Could you output each line below precisely as it stands, without the images?

→ INPUT RECORDS:
· · ·
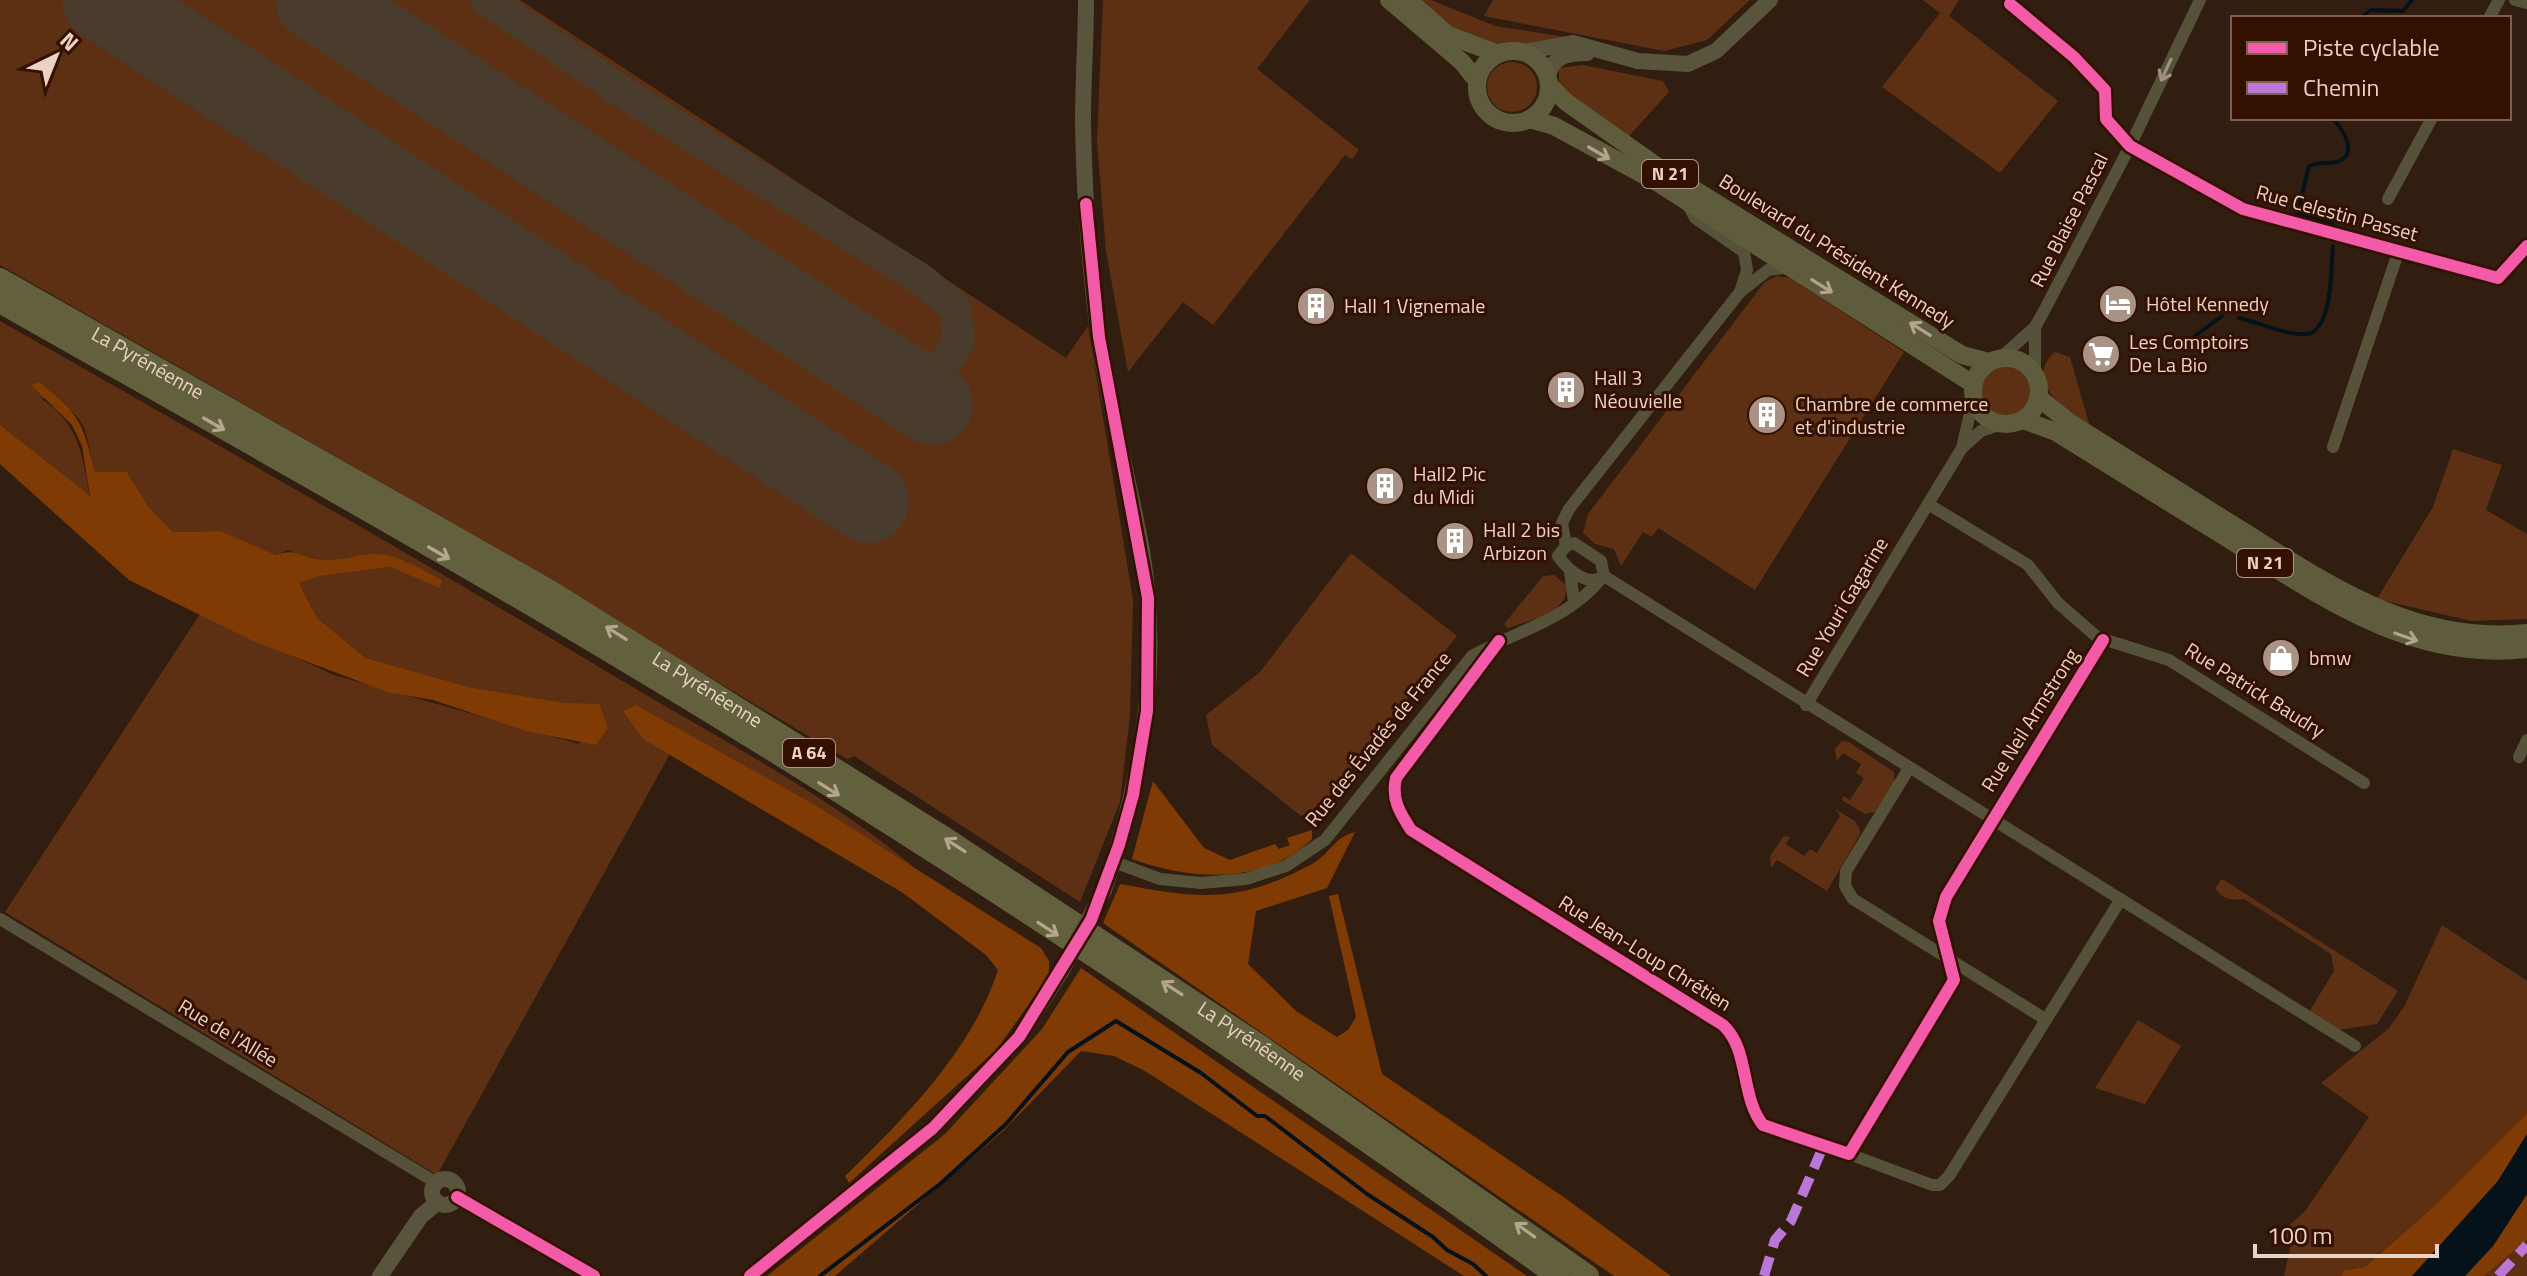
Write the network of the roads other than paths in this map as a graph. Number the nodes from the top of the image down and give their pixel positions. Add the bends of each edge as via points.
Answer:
1 (1086, 0) edge
2 (1389, 0) edge
3 (1408, 0) edge
4 (1770, 0) edge
5 (2200, 0) edge
6 (2515, 0) edge
7 (2527, 3) edge
8 (2010, 4) dead end
9 (1596, 51) junction
10 (1523, 52) junction
11 (1498, 54) junction
12 (1548, 80) junction
13 (1477, 81) junction
14 (1530, 119) junction
15 (2431, 120) edge
16 (2130, 146) junction
17 (2388, 199) dead end
18 (1686, 201) junction
19 (2527, 246) edge
20 (2399, 250) junction
21 (1792, 268) junction
22 (0, 279) edge
23 (1740, 292) junction
24 (0, 302) edge
25 (2035, 327) junction
26 (1994, 360) junction
27 (2035, 376) junction
28 (1973, 392) junction
29 (2038, 397) junction
30 (2023, 420) junction
31 (2002, 424) junction
32 (2333, 447) dead end
33 (1962, 448) junction
34 (1928, 504) junction
35 (1566, 546) junction
36 (1570, 571) junction
37 (1602, 578) junction
38 (1574, 602) junction
39 (2527, 633) edge
40 (2103, 640) junction
41 (1499, 641) junction
42 (2527, 649) edge
43 (1806, 705) junction
44 (2527, 740) edge
45 (2519, 757) dead end
46 (1908, 770) junction
47 (2364, 783) dead end
48 (1992, 821) junction
49 (1114, 862) junction
50 (2121, 899) junction
51 (0, 919) edge
52 (1951, 960) junction
53 (2045, 1019) junction
54 (2355, 1046) dead end
55 (1849, 1154) junction
56 (435, 1182) junction
57 (457, 1197) junction
58 (437, 1203) junction
59 (380, 1276) edge
60 (594, 1276) edge
61 (750, 1276) edge
62 (1557, 1276) edge
63 (1588, 1276) edge

1 - 49 street via 1084,173 1093,288 1142,552 1149,648 1142,751
2 - 13 main road
3 - 11 main road via 1448,35
4 - 9 street via 1716,51 1688,64 1638,61
5 -> 16 street, Rue Blaise Pascal
6 - 7 street
8 - 16 street via 2105,90 2106,119
9 - 10 street via 1565,43
9 - 12 street via 1566,54 1552,65
10 - 11 main road
10 - 12 main road via 1540,63
11 - 13 main road
12 - 14 main road via 1546,102
26 -> 12 main road, Boulevard du Président Kennedy / N 21 via 1962,355 1661,169 1566,102
13 - 14 main road via 1489,113 1510,123
14 -> 18 main road, Boulevard du Président Kennedy / N 21 via 1554,126
15 - 17 street
16 - 20 street, Rue Celestin Passet via 2243,209
16 - 25 street, Rue Blaise Pascal
18 - 21 main road, Boulevard du Président Kennedy / N 21
18 - 23 street via 1695,218 1744,252 1747,270
19 - 20 street, Rue Celestin Passet via 2498,278
20 - 32 street
21 - 23 street via 1768,270
21 -> 28 main road, Boulevard du Président Kennedy / N 21
63 -> 22 highway, La Pyrénéenne / A 64 via 1262,1047 928,827 550,591
23 - 35 street via 1569,509 1562,523
24 -> 62 highway, La Pyrénéenne / A 64 via 547,614 930,851 1252,1063
25 - 26 street, Rue Blaise Pascal
25 - 27 street, Rue Blaise Pascal
26 - 27 main road via 2019,361
26 - 28 main road
27 - 29 main road
28 - 31 main road via 1979,412
28 - 33 street, Rue Youri Gagarine
29 - 30 main road
29 - 39 main road, N 21 via 2070,423 2363,604 2447,631
30 - 31 main road
30 -> 42 main road, N 21 via 2056,432 2351,615 2428,643 2476,651
31 - 33 street, Rue Youri Gagarine via 1981,431
33 - 34 street, Rue Youri Gagarine
34 - 40 street, Rue Patrick Baudry via 2028,565 2058,603
34 - 43 street, Rue Youri Gagarine
35 - 36 street via 1558,556
35 - 37 street via 1574,543 1601,561
36 - 37 street via 1592,581
36 - 38 street
37 - 38 street, Rue des Évadés de France
37 - 43 street, Rue Youri Gagarine
38 - 41 street, Rue des Évadés de France via 1558,618
40 - 47 street, Rue Patrick Baudry via 2169,660
40 - 48 street, Rue Neil Armstrong
41 - 49 street, Rue des Évadés de France via 1472,656 1325,840 1286,866 1246,879 1201,883 1160,879
41 - 55 street, Rue Jean-Loup Chrétien via 1396,778 1394,797 1400,814 1411,830 1723,1025 1732,1033 1748,1099 1763,1125
43 - 46 street, Rue Neil Armstrong
44 - 45 street
46 - 48 street, Rue Neil Armstrong
46 - 52 street via 1846,871 1845,886 1853,899
48 - 50 street, Rue Neil Armstrong
48 - 52 street via 1941,909 1941,930
49 - 61 street, bridge via 1061,972 1019,1037 933,1128
50 - 53 street
50 - 54 street, Rue Neil Armstrong
51 - 56 street, Rue de l'Allée
52 - 53 street
52 - 55 street via 1954,980 1947,995
53 - 55 street, Rue Jean-Loup Chrétien via 1940,1185
56 - 57 street via 453,1181
56 - 58 street via 432,1196
57 - 58 street via 446,1205
57 - 60 street
58 - 59 street via 421,1216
· · ·
→ WRITTEN SOLUTION:
Write the network of the roads other than paths in this map as a graph. Number the nodes from the top of the image down and give their pixel positions. Add the bends of each edge as via points.
Answer:
1 (1086, 0) edge
2 (1389, 0) edge
3 (1408, 0) edge
4 (1770, 0) edge
5 (2200, 0) edge
6 (2515, 0) edge
7 (2527, 3) edge
8 (2010, 4) dead end
9 (1596, 51) junction
10 (1523, 52) junction
11 (1498, 54) junction
12 (1548, 80) junction
13 (1477, 81) junction
14 (1530, 119) junction
15 (2431, 120) edge
16 (2130, 146) junction
17 (2388, 199) dead end
18 (1686, 201) junction
19 (2527, 246) edge
20 (2399, 250) junction
21 (1792, 268) junction
22 (0, 279) edge
23 (1740, 292) junction
24 (0, 302) edge
25 (2035, 327) junction
26 (1994, 360) junction
27 (2035, 376) junction
28 (1973, 392) junction
29 (2038, 397) junction
30 (2023, 420) junction
31 (2002, 424) junction
32 (2333, 447) dead end
33 (1962, 448) junction
34 (1928, 504) junction
35 (1566, 546) junction
36 (1570, 571) junction
37 (1602, 578) junction
38 (1574, 602) junction
39 (2527, 633) edge
40 (2103, 640) junction
41 (1499, 641) junction
42 (2527, 649) edge
43 (1806, 705) junction
44 (2527, 740) edge
45 (2519, 757) dead end
46 (1908, 770) junction
47 (2364, 783) dead end
48 (1992, 821) junction
49 (1114, 862) junction
50 (2121, 899) junction
51 (0, 919) edge
52 (1951, 960) junction
53 (2045, 1019) junction
54 (2355, 1046) dead end
55 (1849, 1154) junction
56 (435, 1182) junction
57 (457, 1197) junction
58 (437, 1203) junction
59 (380, 1276) edge
60 (594, 1276) edge
61 (750, 1276) edge
62 (1557, 1276) edge
63 (1588, 1276) edge

1 - 49 street via 1084,173 1093,288 1142,552 1149,648 1142,751
2 - 13 main road
3 - 11 main road via 1448,35
4 - 9 street via 1716,51 1688,64 1638,61
5 -> 16 street, Rue Blaise Pascal
6 - 7 street
8 - 16 street via 2105,90 2106,119
9 - 10 street via 1565,43
9 - 12 street via 1566,54 1552,65
10 - 11 main road
10 - 12 main road via 1540,63
11 - 13 main road
12 - 14 main road via 1546,102
26 -> 12 main road, Boulevard du Président Kennedy / N 21 via 1962,355 1661,169 1566,102
13 - 14 main road via 1489,113 1510,123
14 -> 18 main road, Boulevard du Président Kennedy / N 21 via 1554,126
15 - 17 street
16 - 20 street, Rue Celestin Passet via 2243,209
16 - 25 street, Rue Blaise Pascal
18 - 21 main road, Boulevard du Président Kennedy / N 21
18 - 23 street via 1695,218 1744,252 1747,270
19 - 20 street, Rue Celestin Passet via 2498,278
20 - 32 street
21 - 23 street via 1768,270
21 -> 28 main road, Boulevard du Président Kennedy / N 21
63 -> 22 highway, La Pyrénéenne / A 64 via 1262,1047 928,827 550,591
23 - 35 street via 1569,509 1562,523
24 -> 62 highway, La Pyrénéenne / A 64 via 547,614 930,851 1252,1063
25 - 26 street, Rue Blaise Pascal
25 - 27 street, Rue Blaise Pascal
26 - 27 main road via 2019,361
26 - 28 main road
27 - 29 main road
28 - 31 main road via 1979,412
28 - 33 street, Rue Youri Gagarine
29 - 30 main road
29 - 39 main road, N 21 via 2070,423 2363,604 2447,631
30 - 31 main road
30 -> 42 main road, N 21 via 2056,432 2351,615 2428,643 2476,651
31 - 33 street, Rue Youri Gagarine via 1981,431
33 - 34 street, Rue Youri Gagarine
34 - 40 street, Rue Patrick Baudry via 2028,565 2058,603
34 - 43 street, Rue Youri Gagarine
35 - 36 street via 1558,556
35 - 37 street via 1574,543 1601,561
36 - 37 street via 1592,581
36 - 38 street
37 - 38 street, Rue des Évadés de France
37 - 43 street, Rue Youri Gagarine
38 - 41 street, Rue des Évadés de France via 1558,618
40 - 47 street, Rue Patrick Baudry via 2169,660
40 - 48 street, Rue Neil Armstrong
41 - 49 street, Rue des Évadés de France via 1472,656 1325,840 1286,866 1246,879 1201,883 1160,879
41 - 55 street, Rue Jean-Loup Chrétien via 1396,778 1394,797 1400,814 1411,830 1723,1025 1732,1033 1748,1099 1763,1125
43 - 46 street, Rue Neil Armstrong
44 - 45 street
46 - 48 street, Rue Neil Armstrong
46 - 52 street via 1846,871 1845,886 1853,899
48 - 50 street, Rue Neil Armstrong
48 - 52 street via 1941,909 1941,930
49 - 61 street, bridge via 1061,972 1019,1037 933,1128
50 - 53 street
50 - 54 street, Rue Neil Armstrong
51 - 56 street, Rue de l'Allée
52 - 53 street
52 - 55 street via 1954,980 1947,995
53 - 55 street, Rue Jean-Loup Chrétien via 1940,1185
56 - 57 street via 453,1181
56 - 58 street via 432,1196
57 - 58 street via 446,1205
57 - 60 street
58 - 59 street via 421,1216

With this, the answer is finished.